> TASK DETAILS
Go through the data and copy each line that holds "Veneto".

> DATA SHOWN
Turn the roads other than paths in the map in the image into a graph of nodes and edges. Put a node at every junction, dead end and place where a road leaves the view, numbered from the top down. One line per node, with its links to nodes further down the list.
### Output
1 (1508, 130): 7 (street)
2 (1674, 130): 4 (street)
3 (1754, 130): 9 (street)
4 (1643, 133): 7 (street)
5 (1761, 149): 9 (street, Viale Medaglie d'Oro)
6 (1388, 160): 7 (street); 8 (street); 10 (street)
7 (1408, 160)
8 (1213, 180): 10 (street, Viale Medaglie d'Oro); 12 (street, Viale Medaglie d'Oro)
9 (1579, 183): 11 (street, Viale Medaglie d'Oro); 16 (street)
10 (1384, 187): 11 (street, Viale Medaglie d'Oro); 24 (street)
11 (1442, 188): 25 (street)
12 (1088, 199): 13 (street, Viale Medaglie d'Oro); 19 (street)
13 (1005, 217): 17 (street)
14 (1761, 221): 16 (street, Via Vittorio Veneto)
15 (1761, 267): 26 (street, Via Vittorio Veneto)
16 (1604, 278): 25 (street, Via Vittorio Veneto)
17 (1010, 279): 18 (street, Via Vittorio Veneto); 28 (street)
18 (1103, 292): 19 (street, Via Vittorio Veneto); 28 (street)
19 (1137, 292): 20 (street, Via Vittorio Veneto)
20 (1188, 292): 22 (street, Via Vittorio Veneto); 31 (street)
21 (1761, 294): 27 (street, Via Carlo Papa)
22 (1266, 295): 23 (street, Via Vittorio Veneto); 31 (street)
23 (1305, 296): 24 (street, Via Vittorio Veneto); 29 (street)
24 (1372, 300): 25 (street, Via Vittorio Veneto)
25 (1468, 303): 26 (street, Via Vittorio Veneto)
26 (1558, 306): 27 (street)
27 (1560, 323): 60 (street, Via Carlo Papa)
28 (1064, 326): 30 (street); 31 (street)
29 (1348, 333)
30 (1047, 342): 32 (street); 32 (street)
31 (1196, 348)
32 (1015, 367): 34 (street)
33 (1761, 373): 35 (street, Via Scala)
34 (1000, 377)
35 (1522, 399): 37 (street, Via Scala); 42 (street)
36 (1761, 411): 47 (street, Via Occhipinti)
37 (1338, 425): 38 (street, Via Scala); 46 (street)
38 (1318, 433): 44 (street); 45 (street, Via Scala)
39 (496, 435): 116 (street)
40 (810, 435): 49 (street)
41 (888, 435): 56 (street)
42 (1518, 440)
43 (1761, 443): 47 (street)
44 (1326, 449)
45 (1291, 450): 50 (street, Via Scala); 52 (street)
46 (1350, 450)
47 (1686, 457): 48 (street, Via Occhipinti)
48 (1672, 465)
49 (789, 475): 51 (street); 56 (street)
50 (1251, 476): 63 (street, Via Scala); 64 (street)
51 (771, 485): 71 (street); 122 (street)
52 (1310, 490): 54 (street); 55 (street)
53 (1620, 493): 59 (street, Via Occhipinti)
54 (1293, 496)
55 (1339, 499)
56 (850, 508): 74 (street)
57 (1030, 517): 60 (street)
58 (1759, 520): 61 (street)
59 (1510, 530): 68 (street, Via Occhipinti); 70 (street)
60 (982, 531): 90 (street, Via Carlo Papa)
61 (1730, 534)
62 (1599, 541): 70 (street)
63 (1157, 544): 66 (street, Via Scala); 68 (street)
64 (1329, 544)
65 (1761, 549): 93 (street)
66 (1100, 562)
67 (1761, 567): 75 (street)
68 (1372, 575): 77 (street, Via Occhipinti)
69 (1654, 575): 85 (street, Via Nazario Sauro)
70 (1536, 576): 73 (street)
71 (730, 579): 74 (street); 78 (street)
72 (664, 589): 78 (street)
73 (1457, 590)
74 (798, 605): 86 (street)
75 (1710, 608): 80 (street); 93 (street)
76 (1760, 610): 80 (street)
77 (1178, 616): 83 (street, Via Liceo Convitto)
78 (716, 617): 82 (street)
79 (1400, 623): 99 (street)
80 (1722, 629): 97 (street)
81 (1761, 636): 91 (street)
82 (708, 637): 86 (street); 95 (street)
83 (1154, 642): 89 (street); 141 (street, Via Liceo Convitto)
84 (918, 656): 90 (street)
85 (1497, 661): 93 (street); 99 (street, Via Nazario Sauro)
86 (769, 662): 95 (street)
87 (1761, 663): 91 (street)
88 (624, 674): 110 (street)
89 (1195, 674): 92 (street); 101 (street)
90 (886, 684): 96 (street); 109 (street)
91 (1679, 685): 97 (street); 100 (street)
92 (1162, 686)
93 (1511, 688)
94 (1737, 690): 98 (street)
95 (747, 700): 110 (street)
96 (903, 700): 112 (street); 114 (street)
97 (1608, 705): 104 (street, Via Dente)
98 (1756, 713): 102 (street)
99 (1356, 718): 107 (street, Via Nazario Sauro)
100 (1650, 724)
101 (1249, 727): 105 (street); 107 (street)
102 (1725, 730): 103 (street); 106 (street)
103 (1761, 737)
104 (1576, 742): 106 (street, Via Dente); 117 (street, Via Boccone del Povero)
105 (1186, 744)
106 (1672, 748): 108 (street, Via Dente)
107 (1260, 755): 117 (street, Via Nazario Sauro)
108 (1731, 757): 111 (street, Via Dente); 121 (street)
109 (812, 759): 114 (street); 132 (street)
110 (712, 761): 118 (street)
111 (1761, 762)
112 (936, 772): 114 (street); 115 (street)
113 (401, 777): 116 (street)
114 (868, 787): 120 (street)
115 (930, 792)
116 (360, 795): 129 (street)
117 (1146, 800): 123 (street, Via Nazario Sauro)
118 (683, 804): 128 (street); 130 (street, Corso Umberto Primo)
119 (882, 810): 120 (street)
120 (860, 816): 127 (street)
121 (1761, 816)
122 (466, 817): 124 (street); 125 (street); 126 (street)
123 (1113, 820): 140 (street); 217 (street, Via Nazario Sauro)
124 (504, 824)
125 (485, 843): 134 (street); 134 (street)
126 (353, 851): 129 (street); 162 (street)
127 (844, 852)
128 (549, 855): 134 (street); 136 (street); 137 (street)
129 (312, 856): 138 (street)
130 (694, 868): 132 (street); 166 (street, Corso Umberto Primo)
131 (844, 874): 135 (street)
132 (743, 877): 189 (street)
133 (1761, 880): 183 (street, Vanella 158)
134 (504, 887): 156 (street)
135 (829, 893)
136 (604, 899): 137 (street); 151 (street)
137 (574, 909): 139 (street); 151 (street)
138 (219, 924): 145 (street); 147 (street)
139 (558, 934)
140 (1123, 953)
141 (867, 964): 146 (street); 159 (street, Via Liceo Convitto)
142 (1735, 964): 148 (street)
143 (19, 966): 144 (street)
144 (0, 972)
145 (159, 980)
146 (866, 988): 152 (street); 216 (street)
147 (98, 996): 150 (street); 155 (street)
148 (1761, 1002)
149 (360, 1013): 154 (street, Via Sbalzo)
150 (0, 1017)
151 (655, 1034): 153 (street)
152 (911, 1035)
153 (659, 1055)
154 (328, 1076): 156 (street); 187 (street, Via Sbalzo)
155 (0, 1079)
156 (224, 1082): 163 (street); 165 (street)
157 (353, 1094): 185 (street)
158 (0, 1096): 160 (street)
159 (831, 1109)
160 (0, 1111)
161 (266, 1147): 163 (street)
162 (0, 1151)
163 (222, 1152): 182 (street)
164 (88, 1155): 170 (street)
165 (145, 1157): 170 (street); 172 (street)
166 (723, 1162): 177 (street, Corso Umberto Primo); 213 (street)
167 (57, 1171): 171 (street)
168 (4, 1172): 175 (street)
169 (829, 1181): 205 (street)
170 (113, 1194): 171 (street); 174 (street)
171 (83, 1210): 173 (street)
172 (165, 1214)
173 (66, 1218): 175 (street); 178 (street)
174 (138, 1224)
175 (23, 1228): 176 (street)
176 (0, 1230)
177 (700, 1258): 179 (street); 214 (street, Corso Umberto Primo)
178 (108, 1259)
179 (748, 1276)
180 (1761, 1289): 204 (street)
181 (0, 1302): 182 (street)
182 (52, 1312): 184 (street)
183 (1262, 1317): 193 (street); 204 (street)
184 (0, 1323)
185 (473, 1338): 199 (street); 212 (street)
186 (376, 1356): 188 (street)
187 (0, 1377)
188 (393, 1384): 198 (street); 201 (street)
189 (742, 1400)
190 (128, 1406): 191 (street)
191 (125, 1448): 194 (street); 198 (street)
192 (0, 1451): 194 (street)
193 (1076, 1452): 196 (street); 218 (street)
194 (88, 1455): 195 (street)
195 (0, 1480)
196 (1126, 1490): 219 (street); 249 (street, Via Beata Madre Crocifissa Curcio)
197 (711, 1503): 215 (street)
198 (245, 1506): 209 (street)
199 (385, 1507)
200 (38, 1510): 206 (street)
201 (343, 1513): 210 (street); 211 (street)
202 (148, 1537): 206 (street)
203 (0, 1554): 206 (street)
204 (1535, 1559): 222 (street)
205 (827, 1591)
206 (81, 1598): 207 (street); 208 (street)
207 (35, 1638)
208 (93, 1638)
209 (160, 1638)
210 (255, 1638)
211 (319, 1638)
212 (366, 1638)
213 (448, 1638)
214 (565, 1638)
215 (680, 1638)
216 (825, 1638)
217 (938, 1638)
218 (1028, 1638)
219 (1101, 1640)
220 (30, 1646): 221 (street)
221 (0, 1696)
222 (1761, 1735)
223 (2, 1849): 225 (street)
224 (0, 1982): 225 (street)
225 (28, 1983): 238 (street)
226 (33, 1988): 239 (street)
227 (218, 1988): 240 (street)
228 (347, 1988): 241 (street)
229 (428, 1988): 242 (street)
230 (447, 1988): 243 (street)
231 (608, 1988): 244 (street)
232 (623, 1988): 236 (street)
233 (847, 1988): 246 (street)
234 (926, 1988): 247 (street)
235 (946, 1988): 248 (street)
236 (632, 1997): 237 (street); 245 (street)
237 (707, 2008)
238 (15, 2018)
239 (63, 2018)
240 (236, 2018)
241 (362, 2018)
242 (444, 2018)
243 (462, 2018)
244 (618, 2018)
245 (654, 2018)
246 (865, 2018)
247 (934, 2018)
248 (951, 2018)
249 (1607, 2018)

> FINISHED EXERCISE
14 (1761, 221): 16 (street, Via Vittorio Veneto)
15 (1761, 267): 26 (street, Via Vittorio Veneto)
16 (1604, 278): 25 (street, Via Vittorio Veneto)
17 (1010, 279): 18 (street, Via Vittorio Veneto); 28 (street)
18 (1103, 292): 19 (street, Via Vittorio Veneto); 28 (street)
19 (1137, 292): 20 (street, Via Vittorio Veneto)
20 (1188, 292): 22 (street, Via Vittorio Veneto); 31 (street)
22 (1266, 295): 23 (street, Via Vittorio Veneto); 31 (street)
23 (1305, 296): 24 (street, Via Vittorio Veneto); 29 (street)
24 (1372, 300): 25 (street, Via Vittorio Veneto)
25 (1468, 303): 26 (street, Via Vittorio Veneto)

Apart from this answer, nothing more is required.